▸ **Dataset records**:
● ● ● ● ● ● ●
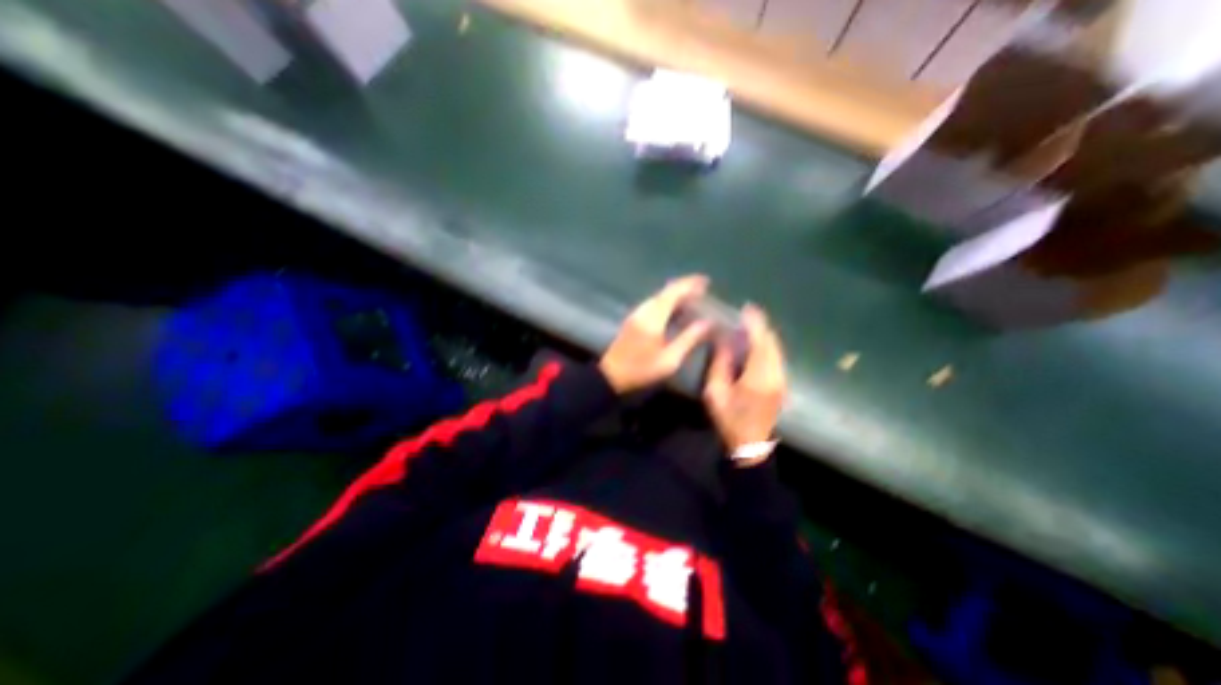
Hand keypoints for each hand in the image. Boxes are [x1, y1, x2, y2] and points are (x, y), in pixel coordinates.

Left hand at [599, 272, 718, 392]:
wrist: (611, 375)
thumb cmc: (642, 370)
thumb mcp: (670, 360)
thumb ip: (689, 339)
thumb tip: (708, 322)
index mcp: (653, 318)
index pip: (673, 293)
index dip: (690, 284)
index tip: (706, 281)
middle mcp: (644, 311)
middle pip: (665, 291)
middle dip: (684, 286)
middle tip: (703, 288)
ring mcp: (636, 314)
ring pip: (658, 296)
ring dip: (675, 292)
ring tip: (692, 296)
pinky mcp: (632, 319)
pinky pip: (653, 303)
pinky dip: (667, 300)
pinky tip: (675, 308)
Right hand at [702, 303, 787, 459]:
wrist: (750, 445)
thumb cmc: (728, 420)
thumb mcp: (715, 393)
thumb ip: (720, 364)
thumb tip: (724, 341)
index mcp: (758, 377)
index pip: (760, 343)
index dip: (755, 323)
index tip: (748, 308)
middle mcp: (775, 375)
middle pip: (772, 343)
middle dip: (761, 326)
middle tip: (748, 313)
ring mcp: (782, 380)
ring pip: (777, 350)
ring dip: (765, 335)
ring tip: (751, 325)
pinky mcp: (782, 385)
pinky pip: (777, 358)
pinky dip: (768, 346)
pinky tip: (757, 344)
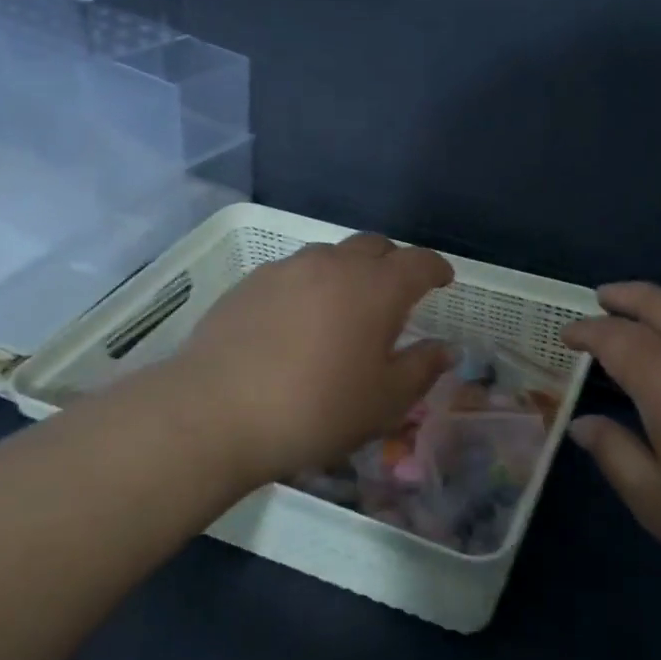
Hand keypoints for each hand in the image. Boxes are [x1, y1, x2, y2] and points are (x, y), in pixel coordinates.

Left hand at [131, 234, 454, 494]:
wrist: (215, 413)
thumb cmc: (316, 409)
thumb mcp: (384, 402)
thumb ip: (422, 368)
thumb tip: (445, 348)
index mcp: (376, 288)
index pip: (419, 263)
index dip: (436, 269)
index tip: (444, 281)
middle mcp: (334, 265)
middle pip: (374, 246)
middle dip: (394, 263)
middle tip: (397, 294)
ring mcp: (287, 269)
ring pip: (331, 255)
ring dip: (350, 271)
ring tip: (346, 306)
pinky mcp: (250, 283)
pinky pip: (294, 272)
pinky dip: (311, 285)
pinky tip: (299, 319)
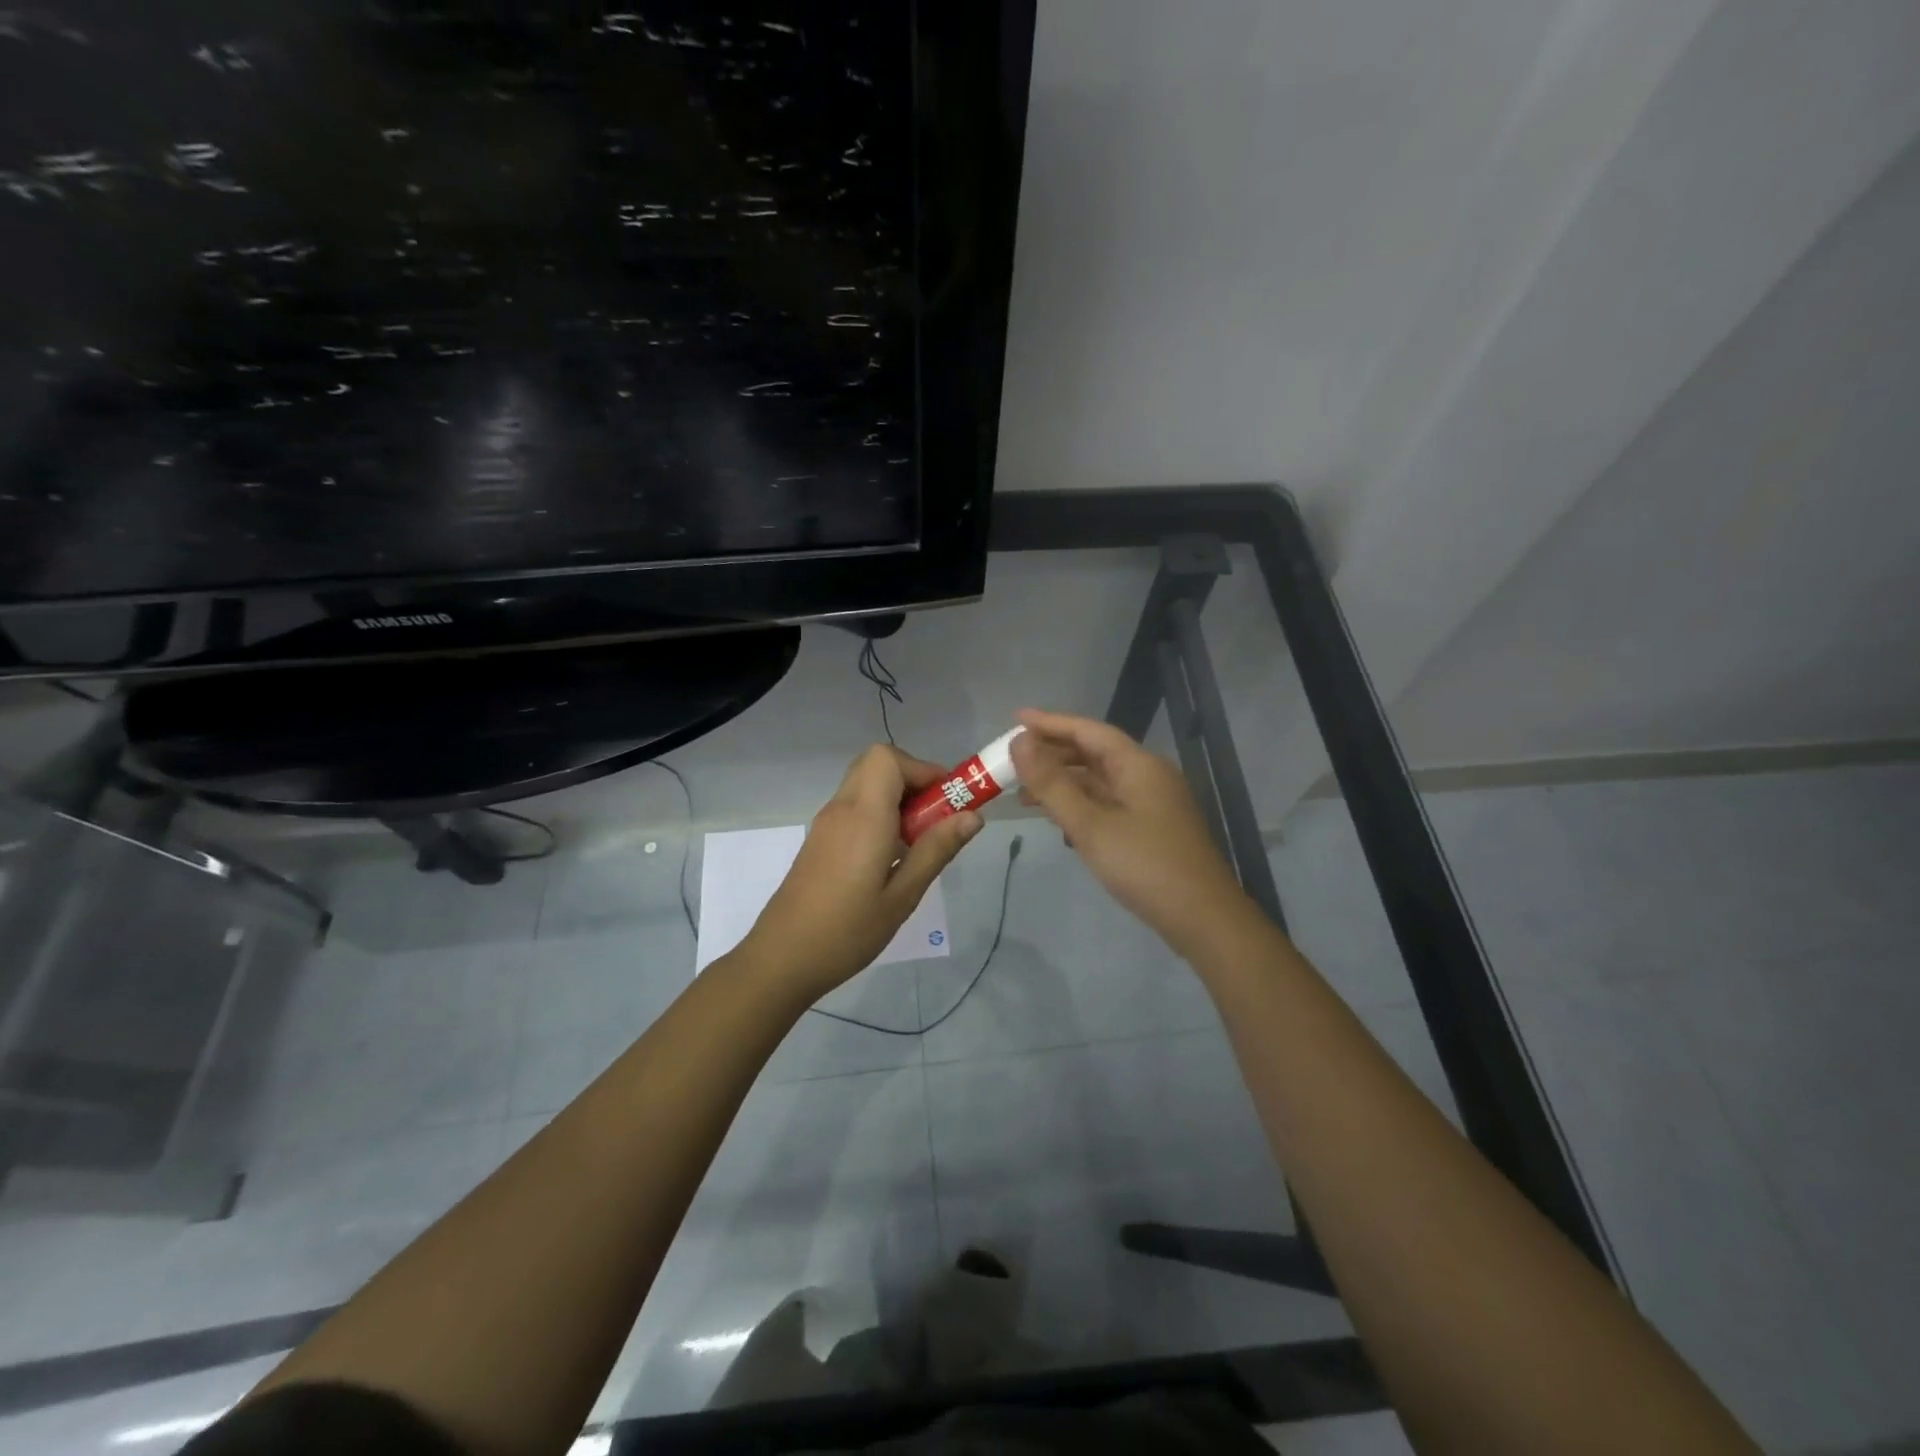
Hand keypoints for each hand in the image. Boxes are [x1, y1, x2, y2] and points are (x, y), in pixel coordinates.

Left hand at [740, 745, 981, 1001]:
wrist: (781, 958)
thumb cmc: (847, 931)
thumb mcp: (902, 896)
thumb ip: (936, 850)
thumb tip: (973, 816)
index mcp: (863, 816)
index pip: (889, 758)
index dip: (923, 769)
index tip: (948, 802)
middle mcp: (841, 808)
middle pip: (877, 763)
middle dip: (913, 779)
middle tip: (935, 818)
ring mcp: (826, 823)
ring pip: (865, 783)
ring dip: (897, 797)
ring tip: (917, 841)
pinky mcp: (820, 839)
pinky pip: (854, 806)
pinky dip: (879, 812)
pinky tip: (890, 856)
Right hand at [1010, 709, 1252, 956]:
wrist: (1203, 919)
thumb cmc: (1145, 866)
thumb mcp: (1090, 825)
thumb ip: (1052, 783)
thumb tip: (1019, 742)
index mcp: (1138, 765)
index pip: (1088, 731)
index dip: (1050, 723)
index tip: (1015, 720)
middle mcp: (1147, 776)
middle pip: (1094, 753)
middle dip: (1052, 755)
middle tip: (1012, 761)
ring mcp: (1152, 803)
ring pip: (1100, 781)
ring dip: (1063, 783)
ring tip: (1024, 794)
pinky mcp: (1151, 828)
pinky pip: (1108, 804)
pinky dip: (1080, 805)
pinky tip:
● ● ● ● ● ● ●
▸ **Task description**: Reproduce exactly every line between the line with "thumb cmc: (1145, 866)" and the last line of the records above, both included.

▸ **Reply to the task**:
thumb cmc: (1145, 866)
thumb mcp: (1090, 825)
thumb ip: (1052, 783)
thumb tip: (1019, 742)
index mcp: (1138, 765)
index pip: (1088, 731)
index dip: (1050, 723)
index tip: (1015, 720)
middle mcp: (1147, 776)
middle pip: (1094, 753)
middle dip: (1052, 755)
middle tip: (1012, 761)
ring mcp: (1152, 803)
ring pip: (1100, 781)
ring dip: (1063, 783)
ring tip: (1024, 794)
pinky mcp: (1151, 828)
pinky pip: (1108, 804)
pinky dip: (1080, 805)
pinky tip:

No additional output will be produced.